Nei giorni scorsi molti mezzi d’informazione hanno diffuso il messaggio secondo cui “Oltre 21 milioni di chili di pesci, crostacei e molluschi arrivano in Italia dalle acque del Giappone che ha deciso di rilasciare 1,25 milioni di tonnellate di acqua radioattiva trattata dalla centrale nucleare di Fukushima”.
Anche se pochi hanno evidenziato che il pesce non è importato dalle acque del Giappone, ma per 18 milioni di Kg dalla Cina e per 3 milioni di kg alla Corea del Sud, è passato il messaggio di preferire il pesce pescato nel Mediterraneo possibilmente dai pescatori italiani.
Senza voler entrare nel merito sul fatto che il pesce da noi consumato è per circa il 70 % d’importazione e proveniente da ogni parte del mondo e quindi se mangiassimo solo quello del Mediterraneo dovremmo rinunciare a questo prezioso alimento, cerchiamo di capire se esiste veramente il pericolo dell’arrivo di pesce giapponese radioattivo.
Nel 2011 lo “tsunami” susseguente al terremoto che ha colpito il Giappone, ha in pratica distrutto la centrale nucleare di Fukushima, ma non ha interrotto le attività dei reattori nucleari. Per cercare di bloccarli è stato necessario “raffreddarli” con l’immissione continua di acqua marina. In questo modo l’acqua si è contaminata con scorie radioattive e, ovviamente, invece di riversarle nuovamente in mare, sono state “immagazzinate” in giganteschi serbatoi. Attualmente la quantità di acqua “immagazzinata” è di 1,25 milioni di tonnellate. Purtroppo i reattori nucleari sono ancora attivi e sarà necessario utilizzare altra acqua di mare per “spegnerli”. Il problema è che i serbatoi sembrano essere insufficienti per immagazzinare altra acqua e quindi si è deciso di svuotarli gradualmente per fare spazio ad altra acqua da raffreddamento.
Prima di reimmettere l’acqua in mare, si procederà a una sua “depurazione” dalle scorie radioattive, ma resterà una piccola quantità di “Trizio” (isotopo radioattivo dell’idrogeno). Per ridurre al massimo il pericolo si è deciso di fare lo sversamento in mare molto lentamente. In ogni caso si dovrebbe cominciare tra due anni.
Questa decisione è stata “avallata” dalle Autorità internazionali che si occupano della sicurezza dell’energia atomica. Le associazioni ambientaliste e i Paesi confinanti (Cina, Corea e anche Taiwan) hanno però protestato per i possibili pericoli.
Conseguenze per la salute degli italiani.
Il problema potrebbe riguardare l’importazione di prodotti ittici provenienti da zone contaminate con sostanze radioattive.

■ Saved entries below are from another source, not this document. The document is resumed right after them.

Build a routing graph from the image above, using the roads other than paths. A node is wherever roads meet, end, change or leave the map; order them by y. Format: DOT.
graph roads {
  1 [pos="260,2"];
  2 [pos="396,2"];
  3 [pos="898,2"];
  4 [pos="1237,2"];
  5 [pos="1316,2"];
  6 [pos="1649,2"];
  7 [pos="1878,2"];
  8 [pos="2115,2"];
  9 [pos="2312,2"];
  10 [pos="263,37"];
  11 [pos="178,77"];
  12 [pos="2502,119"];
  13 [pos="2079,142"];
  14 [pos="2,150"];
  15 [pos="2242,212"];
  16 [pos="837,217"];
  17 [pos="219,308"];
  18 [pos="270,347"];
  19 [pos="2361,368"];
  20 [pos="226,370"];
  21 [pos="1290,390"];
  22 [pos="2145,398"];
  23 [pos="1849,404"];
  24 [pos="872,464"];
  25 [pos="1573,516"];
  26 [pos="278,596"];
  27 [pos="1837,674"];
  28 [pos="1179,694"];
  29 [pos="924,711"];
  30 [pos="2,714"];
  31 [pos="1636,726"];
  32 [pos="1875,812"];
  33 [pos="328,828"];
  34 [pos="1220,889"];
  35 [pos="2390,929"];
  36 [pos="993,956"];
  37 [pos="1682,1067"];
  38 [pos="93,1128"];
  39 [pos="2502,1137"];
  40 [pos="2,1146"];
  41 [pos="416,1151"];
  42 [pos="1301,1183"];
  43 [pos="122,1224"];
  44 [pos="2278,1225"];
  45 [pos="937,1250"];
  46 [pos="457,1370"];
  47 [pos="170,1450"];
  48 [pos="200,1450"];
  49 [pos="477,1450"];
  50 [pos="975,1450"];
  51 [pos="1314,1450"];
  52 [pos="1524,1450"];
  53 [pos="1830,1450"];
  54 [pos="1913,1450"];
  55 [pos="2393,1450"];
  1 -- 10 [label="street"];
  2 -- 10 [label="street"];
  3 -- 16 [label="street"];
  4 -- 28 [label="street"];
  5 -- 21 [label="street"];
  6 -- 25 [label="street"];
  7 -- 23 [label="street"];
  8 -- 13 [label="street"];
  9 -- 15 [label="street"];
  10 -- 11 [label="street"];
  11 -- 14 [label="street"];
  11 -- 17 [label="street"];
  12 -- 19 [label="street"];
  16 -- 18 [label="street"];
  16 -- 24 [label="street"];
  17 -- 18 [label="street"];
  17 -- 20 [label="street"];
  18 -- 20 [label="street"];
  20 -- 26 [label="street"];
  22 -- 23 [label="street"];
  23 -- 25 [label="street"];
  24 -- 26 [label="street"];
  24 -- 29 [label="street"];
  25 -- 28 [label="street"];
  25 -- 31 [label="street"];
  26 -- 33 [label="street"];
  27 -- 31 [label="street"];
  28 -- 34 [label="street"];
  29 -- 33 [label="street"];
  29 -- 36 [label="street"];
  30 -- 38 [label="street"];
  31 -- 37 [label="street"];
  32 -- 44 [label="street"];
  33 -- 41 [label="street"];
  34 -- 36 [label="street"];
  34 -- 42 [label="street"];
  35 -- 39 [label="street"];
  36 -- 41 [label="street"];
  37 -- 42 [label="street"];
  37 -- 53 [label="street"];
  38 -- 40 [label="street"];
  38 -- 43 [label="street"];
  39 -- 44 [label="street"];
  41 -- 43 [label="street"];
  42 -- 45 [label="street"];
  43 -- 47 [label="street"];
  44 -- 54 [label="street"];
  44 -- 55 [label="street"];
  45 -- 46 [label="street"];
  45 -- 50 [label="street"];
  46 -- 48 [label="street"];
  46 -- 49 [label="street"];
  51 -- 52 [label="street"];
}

Si tratta però di un pericolo ipotetico da cui l’Unione Europea e quindi anche il nostro Paese, si sono adeguatamente tutelati. Infatti tutti i prodotti ittici di importazione sono controllati alle frontiere. Nel caso risultasse la presenza di radioattività verrebbero immediatamente respinti.
Come accennato il nostro Paese non importa prodotti ittici dal Giappone quindi il pericolo non è neppure teorico. Se però per il futuro dovesse ravvisarsi qualche problema verrebbero attuate ulteriori misure cautelative per la salute dei cittadini.
Conclusioni.
La verità è che al momento non esiste alcun pericolo da correlare all’incidente di Fukushima e che quindi possiamo consumare tranquillamente i prodotti ittici che troviamo in vendita.
L’amara realtà è che il nostro Paese è gravemente carente di prodotti ittici e che i nostri operatori del settore si trovano in difficoltà. Questi problemi però non si risolvono lanciando insensati allarmismi che hanno come risultato la disaffezione dei cittadini al consumo di alimenti fondamentali per la nostra dieta.
Sarebbe invece molto importante riorganizzare il settore produttivo ittico con una politica lungimirante. Ma questo sembra non essere di grande interesse per chi è in grado di influenzare le scelte delle Autorità nazionali e comunitarie.